OpenAI just got a $200 million U.S. defense contract
The Defense Department said it wants to use OpenAI to explore “frontier AI capabilities to address critical national security challenges”

Tomohiro Ohsumi/Getty Images
OpenAI just got its marching orders: On Monday, the U.S. Department of Defense awarded the company a one-year, $200 million contract to help prototype how “frontier AI capabilities” could be used for anything and everything from military healthcare to cyber defense systems.
Suggested Reading
The deal — the company’s first formal Pentagon contract — will be managed through a newly launched unit called “OpenAI for Government.” The Defense Department said the goal is to explore “frontier AI capabilities to address critical national security challenges” for both “warfighting and enterprise domains,” though details remain thin on what exactly that means.
Related Content
What is clear: OpenAI is deepening its ties with the U.S. national security establishment — and formalizing work that’s already been underway. The company has been building a government portfolio that includes partnerships with NASA, the NIH, and the Treasury Department, as well as creating a product called ChatGPT Gov for federal employees.

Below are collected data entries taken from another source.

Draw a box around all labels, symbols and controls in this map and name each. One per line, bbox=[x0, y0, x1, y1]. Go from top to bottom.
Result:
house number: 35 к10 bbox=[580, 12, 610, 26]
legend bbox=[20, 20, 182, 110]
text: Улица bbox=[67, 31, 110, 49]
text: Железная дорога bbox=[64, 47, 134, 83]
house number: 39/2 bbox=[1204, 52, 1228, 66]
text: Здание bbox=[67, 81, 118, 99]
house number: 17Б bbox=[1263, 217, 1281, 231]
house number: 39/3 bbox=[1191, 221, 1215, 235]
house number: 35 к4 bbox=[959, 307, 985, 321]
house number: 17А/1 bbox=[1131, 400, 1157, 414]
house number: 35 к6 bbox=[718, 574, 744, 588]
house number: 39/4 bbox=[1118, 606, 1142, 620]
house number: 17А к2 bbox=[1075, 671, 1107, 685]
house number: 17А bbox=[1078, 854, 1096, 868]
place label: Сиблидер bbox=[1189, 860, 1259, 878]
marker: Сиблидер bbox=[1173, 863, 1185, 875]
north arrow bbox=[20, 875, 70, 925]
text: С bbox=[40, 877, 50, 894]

Monday’s announcement seems to consolidate those efforts under a single banner, as OpenAI positions itself as the AI vendor of choice in Washington. The recently announced contract will be carried out by OpenAI Public Sector LLC and based largely in the Washington area.
This isn’t OpenAI’s first move toward the defense-industrial complex. In recent months, the company has partnered with defense startup Anduril to build AI-powered anti-drone systems, brought on a former Pentagon official to lead its national security policy team, and added ex-NSA head Paul Nakasone to its board. Nakasone recently interviewed OpenAI CEO Sam Altman at Vanderbilt, where Altman said the company was “proud to… engage in national security areas.”
The Department of Defense said the contract will focus on identifying and prototyping areas where advanced AI could improve military and internal operations — such as streamlining acquisition workflows, improving healthcare access for service members, or shoring up cybersecurity infrastructure.
According to OpenAI, all government use must comply with its internal usage guidelines — though where those guardrails begin and end in a defense context isn’t entirely clear. And the deal comes amid growing scrutiny over how AI companies are threading the needle between commercial opportunity, ethical risk, and government demand.
OpenAI isn’t the only AI firm deepening its government ties. Rival company Anthropic is working with Palantir and Amazon to offer foundation models to intelligence and defense agencies. Anduril, OpenAI’s defense partner, landed a $100 million contract with the Defense Department late last year.
Altman, long considered a foil to Tesla CEO Elon Musk, has played nice with President Donald Trump and taken a notably more pragmatic approach to politics in recent months, working to build inroads in Washington. In January, Altman appeared alongside Trump at the White House to promote Stargate, a proposed $500 billion AI infrastructure initiative to build supercomputing capacity domestically, and the OpenAI CEO joined the president in Riyadh, Saudi Arabia, for an announcement of multibillion-dollar tech deals.
For OpenAI, the deal won’t meaningfully move the top line — the company is reportedly generating more than $10 billion in annualized revenue and recently raised a $300 billion valuation — but it does cement a more formal role in Washington’s AI strategy.